Note
To run this notebook in JupyterLab, load examples/ex7_1.ipynb
Statistical Relational Learning with pslpython
¶
As we've seen there are several ways to work with graph-based data, including: SPARQL queries, graph algorithms traversals, ML embedding, etc. Each of these methods makes trade-offs in terms of:
- computational costs as the graph size scales
- robustness when there is uncertainty or conflicting information in the graph
- formalism (i.e., analytic solutions) vs. empirical approaches (i.e., data-driven, machine learning)
One way to visualize some of these trade-offs is in the following diagram:
Note in the top/right corner of the diagram that a relatively formal category of graph-based approaches is called statistical relational learning. The gist is that so much of the network analysis that we want to perform can be describe mathematically as markov networks, in terms of probabilistic models. Sometimes these can be quite computationally expensive; for example, hedge funds on Wall Street tend to burn lots of cloud computing on markov models. They are robust in terms of being able to work well even with lots of missing or conflicting data, and the formalism implies that we can infer mathematical guarantees from the analyis. That's quite the opposite of deep learning models, which are great at predicting sequences of things, but terrible at providing guarantees.
Clearly, there's been much emphasis in industry recently that equates "artificial intelligence" with "deep learning", although we are also recognizing diminishing returns for methods that rely purely on ever-larger data rates and ever-larger ML models. One path forward will be to combine machine learning with use of structured knowledge (i.e., KGs) such that we can avoid "boiling the oceans" with purely data-driven approaches when in so many use cases we can leverage domain expertise.
In this secton we'll consider one form of statistical relational learning called probabilistic soft logic (PSL) which is essentially a kind of "fuzzy logic" for graphs that has interesting computational qualities. Whereas many kinds of formal graph analysis (e.g., "traveling salesman problem") are provably hard and quite expensive in practice, PSL can be solved with a convex optimization (e.g., like so many machine learning algorithms).

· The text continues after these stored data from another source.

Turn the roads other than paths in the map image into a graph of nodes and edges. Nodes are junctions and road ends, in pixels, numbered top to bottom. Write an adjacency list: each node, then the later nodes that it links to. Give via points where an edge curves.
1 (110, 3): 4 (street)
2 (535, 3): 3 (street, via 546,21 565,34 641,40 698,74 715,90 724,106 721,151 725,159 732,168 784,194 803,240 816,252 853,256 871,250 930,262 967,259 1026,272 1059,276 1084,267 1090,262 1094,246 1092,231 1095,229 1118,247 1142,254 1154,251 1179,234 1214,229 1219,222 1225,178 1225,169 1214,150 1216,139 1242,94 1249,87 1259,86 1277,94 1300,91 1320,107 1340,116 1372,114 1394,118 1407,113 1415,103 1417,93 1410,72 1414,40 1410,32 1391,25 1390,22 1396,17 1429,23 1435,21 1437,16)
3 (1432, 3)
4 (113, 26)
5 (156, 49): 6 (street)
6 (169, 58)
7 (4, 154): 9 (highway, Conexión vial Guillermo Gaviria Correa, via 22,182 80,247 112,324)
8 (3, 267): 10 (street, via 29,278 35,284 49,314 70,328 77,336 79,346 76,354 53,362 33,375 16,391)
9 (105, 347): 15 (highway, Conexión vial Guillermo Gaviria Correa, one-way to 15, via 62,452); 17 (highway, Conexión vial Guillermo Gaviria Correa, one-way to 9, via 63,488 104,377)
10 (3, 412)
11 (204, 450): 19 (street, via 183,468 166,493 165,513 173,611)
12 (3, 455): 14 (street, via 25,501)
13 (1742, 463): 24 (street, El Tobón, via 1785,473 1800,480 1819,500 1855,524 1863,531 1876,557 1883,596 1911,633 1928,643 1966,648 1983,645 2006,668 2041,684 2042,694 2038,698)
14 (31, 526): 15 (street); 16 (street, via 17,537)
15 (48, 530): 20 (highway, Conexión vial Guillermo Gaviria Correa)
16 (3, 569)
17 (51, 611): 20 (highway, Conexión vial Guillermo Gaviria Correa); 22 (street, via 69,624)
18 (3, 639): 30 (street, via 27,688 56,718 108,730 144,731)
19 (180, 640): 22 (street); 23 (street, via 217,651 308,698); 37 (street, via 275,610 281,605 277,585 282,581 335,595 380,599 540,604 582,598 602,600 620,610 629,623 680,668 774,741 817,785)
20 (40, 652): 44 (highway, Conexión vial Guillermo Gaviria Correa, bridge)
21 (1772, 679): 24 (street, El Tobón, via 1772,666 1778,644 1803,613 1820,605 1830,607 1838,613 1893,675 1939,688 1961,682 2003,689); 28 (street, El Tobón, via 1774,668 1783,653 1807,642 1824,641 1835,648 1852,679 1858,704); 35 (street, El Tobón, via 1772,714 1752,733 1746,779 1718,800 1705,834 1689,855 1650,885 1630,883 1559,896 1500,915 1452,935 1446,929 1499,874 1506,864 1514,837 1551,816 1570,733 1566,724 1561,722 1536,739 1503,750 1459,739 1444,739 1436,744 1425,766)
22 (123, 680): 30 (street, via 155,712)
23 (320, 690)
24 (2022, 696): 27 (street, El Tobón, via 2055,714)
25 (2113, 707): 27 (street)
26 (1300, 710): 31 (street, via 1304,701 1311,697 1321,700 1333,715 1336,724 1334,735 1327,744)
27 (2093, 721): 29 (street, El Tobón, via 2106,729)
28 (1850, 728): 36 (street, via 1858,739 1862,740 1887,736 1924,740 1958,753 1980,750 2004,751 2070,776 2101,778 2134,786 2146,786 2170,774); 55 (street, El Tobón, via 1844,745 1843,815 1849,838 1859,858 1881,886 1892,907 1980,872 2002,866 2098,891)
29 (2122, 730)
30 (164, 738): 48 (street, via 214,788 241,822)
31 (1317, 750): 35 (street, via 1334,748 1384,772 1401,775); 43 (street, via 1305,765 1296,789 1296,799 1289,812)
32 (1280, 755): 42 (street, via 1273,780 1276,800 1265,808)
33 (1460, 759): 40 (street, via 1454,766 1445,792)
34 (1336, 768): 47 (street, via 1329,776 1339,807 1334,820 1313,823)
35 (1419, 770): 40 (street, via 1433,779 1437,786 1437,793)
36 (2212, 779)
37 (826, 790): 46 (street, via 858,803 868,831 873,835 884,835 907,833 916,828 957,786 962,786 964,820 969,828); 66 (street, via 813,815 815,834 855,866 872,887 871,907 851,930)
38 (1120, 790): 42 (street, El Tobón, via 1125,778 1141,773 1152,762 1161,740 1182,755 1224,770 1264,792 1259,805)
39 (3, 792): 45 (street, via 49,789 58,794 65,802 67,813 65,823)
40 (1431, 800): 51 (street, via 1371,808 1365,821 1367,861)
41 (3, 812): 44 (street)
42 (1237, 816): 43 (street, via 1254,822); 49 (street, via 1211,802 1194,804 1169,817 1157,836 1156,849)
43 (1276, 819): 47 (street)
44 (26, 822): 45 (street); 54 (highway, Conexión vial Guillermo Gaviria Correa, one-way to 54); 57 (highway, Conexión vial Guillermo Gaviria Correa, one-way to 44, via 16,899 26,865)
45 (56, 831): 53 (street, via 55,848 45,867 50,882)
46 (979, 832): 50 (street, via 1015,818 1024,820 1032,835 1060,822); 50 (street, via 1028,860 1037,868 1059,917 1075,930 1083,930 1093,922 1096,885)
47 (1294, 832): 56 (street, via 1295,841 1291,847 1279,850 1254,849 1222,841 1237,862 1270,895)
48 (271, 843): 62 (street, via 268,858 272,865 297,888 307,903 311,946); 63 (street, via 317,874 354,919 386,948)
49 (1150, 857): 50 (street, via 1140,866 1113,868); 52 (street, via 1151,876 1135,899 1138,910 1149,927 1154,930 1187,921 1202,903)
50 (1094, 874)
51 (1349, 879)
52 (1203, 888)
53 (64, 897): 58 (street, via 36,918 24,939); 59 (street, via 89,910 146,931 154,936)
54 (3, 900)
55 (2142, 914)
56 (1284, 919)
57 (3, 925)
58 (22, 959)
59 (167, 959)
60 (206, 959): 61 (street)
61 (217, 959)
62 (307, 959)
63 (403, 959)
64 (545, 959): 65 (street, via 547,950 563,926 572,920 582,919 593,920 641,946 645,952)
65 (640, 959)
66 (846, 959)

Consider this: we can describe "rules" about nodes and relations in a KG, then assign probabilities to specific instances of those rules that are found within our graph. If the probabilities are all zero then the system is consistent. As some of the assigned probabilities are increased, then some of the rules become inconsistent. How high (i.e., optimal) of a set of probabilities can we assign while still keeping the system consistent? Alternatively, if we apply a set of rules, then how "far away" (probabilistically speaking) is a graph from being logically consistent?
This comes in quite handy when we want to combine semantic technologies and machine learning, or rather when we have explicit rules plus lots of empirical data. Data quality is a persistent problem, so we can leverage PSL to identify which parts of the graph seem the least "logically consistent", and therefore need some review and curation.
RDF representation of the "simple acquaintances" example¶
One of the examples given for PSL is called simple acquaintances, which uses a graph of some friends, where they live, what interests they share, and then infers who probably knows whom. Some people explicitly do or do not know each other, while other "knows" relations can be inferred based on whether two people have lived in the same place or share common interest.
The objective is to build a PSL model for link prediction, to evaluate the annotations in the friend graph. In this case, we'll assume that the "knows" relations have been added from a questionable source (e.g., some third-party dataset) so we'll measure a subset of these relations and determine their likelihood. NB: this is really useful for cleaning up annotations in a large graph!
Now let's load a KG which is an RDF representation of this example, based on a simple extension of the foaf
vocabulary:
import kglab
namespaces = {
"acq": "http://example.org/stuff/",
"foaf": "http://xmlns.com/foaf/0.1/",
}
kg = kglab.KnowledgeGraph(
name = "LINQS simple acquaintance example for PSL",
base_uri = "http://example.org/stuff/",
namespaces = namespaces,
)
kg.load_rdf("../dat/acq.ttl")
<kglab.kglab.KnowledgeGraph at 0x109a4e290>
Take a look at the dat/acq.ttl
file to see the people and their relations.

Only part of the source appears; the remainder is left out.